• Assignment: Scan the entries that follow and copy out every line containing "Birch".

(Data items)
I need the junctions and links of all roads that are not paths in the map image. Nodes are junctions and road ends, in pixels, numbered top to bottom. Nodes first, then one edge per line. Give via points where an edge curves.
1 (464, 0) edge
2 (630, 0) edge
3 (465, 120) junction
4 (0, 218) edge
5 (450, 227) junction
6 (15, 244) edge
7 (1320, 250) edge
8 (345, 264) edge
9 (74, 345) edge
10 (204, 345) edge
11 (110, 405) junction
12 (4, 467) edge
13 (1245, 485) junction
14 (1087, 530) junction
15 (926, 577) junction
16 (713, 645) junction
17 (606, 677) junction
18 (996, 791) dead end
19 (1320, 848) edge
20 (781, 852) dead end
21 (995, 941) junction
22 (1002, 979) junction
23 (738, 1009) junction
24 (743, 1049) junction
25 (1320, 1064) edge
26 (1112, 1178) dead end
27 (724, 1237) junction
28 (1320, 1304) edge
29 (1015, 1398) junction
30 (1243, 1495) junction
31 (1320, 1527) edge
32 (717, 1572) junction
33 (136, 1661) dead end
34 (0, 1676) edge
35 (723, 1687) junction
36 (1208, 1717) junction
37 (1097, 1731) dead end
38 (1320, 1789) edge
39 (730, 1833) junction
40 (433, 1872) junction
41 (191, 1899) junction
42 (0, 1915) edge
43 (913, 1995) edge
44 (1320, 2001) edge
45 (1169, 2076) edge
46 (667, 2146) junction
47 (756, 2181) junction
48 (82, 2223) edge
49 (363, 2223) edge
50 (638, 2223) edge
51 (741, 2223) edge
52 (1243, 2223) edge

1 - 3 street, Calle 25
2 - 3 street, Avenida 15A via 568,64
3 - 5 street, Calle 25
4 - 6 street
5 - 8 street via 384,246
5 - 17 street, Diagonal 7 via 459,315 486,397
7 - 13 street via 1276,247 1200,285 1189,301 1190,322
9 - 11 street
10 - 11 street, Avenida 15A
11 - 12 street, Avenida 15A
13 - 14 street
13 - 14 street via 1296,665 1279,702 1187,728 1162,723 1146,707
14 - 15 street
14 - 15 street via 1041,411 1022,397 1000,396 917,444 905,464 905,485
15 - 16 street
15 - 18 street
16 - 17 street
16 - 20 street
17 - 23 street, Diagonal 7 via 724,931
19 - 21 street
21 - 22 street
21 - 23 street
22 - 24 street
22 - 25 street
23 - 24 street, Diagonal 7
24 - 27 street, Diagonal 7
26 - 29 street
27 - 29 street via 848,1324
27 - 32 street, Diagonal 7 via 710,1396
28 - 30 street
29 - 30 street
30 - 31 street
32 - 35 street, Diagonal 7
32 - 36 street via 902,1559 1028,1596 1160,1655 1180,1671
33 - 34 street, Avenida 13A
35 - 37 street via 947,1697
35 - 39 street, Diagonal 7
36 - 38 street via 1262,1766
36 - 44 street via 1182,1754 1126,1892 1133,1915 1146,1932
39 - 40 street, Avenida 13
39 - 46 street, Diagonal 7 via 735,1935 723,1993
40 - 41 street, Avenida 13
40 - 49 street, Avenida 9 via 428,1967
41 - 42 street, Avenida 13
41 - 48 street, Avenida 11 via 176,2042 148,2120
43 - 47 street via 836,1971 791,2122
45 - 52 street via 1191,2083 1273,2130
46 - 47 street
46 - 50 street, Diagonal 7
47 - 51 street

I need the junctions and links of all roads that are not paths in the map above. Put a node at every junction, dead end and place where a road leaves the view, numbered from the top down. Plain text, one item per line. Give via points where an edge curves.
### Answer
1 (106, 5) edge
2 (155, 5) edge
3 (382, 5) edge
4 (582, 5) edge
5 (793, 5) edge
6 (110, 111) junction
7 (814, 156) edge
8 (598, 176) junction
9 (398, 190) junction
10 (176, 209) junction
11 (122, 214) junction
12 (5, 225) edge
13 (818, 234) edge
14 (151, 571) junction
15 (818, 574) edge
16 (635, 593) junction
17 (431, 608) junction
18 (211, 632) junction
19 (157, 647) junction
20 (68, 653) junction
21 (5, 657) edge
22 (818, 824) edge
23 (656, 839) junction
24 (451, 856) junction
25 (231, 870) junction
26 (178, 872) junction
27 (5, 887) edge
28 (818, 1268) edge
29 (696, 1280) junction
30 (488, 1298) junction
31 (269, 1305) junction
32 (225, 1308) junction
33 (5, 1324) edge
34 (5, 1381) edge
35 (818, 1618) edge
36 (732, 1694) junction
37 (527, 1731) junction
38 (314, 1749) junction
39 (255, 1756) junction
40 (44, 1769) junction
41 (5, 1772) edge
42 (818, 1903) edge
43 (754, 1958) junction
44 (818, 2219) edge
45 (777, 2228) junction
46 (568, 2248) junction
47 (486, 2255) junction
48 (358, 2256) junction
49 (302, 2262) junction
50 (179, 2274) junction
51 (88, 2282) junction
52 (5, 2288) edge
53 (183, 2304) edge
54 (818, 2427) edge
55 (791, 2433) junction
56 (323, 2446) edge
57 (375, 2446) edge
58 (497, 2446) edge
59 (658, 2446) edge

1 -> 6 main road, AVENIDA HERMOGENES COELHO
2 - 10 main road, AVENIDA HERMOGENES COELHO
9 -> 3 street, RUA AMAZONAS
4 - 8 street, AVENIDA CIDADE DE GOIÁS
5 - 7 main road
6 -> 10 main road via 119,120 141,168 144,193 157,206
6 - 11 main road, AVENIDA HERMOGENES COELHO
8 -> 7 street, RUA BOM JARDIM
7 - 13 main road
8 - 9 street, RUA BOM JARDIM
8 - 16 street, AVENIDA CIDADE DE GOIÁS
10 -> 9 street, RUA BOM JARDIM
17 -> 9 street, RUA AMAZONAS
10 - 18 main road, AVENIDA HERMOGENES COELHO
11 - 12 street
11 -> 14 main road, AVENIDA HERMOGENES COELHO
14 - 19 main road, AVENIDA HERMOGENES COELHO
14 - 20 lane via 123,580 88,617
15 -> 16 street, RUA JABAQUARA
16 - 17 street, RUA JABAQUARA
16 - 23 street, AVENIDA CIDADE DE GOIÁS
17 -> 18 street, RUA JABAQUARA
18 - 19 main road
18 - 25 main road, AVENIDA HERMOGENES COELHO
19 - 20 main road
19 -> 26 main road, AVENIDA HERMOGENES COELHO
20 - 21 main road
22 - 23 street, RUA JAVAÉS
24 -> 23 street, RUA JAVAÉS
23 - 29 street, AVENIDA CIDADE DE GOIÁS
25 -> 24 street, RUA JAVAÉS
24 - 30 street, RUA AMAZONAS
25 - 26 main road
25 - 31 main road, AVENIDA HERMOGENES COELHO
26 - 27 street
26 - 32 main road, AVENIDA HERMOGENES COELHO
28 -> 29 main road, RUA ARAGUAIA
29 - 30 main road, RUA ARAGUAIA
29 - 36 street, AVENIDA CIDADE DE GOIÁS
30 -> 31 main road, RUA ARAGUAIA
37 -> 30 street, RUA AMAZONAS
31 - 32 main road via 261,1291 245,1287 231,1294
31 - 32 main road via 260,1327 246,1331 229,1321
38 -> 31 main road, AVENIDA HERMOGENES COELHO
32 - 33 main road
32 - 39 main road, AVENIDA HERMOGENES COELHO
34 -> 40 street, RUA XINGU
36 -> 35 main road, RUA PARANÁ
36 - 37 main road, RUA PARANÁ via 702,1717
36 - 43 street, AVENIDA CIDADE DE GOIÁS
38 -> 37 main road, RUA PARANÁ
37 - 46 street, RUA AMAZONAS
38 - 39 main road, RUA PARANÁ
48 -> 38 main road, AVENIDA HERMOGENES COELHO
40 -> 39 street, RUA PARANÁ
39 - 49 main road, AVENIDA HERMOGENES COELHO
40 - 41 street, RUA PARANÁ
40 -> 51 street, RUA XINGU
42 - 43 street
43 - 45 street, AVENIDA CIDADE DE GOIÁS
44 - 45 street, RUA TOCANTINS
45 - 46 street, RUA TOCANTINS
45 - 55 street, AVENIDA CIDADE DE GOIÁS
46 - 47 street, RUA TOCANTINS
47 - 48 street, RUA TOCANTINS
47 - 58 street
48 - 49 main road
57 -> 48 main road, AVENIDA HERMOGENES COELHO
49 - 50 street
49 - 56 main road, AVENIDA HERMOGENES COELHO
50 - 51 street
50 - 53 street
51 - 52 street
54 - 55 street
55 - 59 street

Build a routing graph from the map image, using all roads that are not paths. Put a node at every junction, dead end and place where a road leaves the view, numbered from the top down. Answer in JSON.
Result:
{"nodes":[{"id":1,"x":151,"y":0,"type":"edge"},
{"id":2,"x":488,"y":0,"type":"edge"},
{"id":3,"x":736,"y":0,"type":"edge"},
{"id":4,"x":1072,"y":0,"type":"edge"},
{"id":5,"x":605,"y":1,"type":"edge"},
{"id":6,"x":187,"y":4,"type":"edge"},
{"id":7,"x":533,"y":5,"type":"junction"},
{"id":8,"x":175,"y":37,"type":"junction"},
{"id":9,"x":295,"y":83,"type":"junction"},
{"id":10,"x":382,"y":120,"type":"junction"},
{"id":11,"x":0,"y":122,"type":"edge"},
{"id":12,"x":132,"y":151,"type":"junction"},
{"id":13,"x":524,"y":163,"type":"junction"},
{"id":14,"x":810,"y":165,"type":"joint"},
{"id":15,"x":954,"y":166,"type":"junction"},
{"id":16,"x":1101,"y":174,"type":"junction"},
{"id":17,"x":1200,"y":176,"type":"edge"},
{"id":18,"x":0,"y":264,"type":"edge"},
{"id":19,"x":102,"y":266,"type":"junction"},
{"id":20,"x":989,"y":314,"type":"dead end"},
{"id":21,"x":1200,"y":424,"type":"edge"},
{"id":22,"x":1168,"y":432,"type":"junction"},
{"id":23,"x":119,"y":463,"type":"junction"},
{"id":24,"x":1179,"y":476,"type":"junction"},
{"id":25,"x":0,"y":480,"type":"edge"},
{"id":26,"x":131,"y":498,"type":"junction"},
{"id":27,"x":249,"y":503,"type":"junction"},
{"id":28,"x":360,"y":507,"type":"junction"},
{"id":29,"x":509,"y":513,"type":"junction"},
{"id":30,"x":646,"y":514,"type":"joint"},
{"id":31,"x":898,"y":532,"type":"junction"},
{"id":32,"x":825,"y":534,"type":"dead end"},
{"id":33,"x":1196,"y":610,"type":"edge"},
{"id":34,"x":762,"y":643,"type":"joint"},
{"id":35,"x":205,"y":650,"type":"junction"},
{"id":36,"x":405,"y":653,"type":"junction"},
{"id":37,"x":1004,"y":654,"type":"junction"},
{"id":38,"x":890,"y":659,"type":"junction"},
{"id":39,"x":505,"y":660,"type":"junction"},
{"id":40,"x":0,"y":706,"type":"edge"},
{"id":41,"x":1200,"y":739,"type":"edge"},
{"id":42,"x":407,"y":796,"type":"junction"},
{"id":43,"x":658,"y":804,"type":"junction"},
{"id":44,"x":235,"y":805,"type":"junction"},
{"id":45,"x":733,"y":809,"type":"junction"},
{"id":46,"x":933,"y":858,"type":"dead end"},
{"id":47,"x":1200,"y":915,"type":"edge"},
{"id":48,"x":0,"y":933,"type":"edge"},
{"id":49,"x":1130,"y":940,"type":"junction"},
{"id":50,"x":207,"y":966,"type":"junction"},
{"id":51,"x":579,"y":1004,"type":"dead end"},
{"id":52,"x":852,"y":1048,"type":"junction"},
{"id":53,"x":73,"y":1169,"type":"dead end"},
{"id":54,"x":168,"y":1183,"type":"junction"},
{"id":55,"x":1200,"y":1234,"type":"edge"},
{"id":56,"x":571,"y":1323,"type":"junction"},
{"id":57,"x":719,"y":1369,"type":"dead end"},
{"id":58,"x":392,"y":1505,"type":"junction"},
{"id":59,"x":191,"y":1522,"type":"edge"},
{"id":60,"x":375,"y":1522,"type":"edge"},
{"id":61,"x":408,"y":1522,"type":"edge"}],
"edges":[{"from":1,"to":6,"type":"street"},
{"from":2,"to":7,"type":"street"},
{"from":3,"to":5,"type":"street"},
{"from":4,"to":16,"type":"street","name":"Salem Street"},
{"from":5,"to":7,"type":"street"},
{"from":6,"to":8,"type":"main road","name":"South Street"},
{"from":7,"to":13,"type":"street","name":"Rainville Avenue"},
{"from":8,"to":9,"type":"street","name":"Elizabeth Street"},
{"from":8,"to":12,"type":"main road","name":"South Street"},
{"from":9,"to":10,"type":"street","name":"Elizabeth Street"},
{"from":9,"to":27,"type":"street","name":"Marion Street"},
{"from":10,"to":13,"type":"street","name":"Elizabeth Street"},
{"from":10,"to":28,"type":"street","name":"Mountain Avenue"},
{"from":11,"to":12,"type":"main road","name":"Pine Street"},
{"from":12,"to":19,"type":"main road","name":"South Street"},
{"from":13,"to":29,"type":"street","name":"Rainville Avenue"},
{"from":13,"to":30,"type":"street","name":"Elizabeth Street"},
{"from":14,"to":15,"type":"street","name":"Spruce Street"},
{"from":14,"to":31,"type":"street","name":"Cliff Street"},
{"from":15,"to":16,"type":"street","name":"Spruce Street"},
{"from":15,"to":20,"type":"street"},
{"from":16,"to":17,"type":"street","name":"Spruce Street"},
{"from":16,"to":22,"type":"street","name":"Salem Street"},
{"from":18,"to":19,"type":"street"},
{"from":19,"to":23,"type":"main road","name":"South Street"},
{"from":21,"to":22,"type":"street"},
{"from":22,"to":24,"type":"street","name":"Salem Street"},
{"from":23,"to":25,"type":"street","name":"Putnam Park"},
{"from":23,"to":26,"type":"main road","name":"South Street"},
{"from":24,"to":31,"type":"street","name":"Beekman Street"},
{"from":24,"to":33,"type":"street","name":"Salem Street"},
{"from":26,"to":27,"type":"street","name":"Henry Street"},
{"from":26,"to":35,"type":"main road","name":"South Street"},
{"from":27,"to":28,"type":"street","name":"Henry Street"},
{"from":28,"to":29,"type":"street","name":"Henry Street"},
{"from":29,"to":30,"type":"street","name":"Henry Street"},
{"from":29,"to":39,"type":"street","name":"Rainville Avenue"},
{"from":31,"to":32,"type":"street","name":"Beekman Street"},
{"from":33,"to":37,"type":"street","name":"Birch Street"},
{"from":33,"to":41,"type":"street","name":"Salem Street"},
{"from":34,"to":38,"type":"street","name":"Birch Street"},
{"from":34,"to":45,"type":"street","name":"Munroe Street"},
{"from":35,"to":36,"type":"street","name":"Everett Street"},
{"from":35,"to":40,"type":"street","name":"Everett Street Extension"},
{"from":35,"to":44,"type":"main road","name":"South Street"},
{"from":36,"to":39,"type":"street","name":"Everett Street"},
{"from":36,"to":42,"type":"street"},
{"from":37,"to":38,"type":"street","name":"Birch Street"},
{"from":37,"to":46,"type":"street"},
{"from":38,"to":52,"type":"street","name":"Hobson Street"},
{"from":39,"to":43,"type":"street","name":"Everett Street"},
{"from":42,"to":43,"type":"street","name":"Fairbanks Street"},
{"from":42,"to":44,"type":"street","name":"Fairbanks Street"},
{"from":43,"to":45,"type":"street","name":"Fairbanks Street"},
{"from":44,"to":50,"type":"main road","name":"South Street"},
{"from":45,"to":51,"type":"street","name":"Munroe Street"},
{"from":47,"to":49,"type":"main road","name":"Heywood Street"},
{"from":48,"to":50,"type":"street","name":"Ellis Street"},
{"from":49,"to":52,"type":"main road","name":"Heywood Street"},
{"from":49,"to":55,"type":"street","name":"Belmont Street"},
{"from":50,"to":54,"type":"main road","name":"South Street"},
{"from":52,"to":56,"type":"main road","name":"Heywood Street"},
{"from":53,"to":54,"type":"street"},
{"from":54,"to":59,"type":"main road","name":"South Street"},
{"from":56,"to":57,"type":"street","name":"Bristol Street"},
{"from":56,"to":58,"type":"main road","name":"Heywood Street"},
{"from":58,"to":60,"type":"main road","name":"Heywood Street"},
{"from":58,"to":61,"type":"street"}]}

• Solved problem:
{"from":33,"to":37,"type":"street","name":"Birch Street"},
{"from":34,"to":38,"type":"street","name":"Birch Street"},
{"from":37,"to":38,"type":"street","name":"Birch Street"},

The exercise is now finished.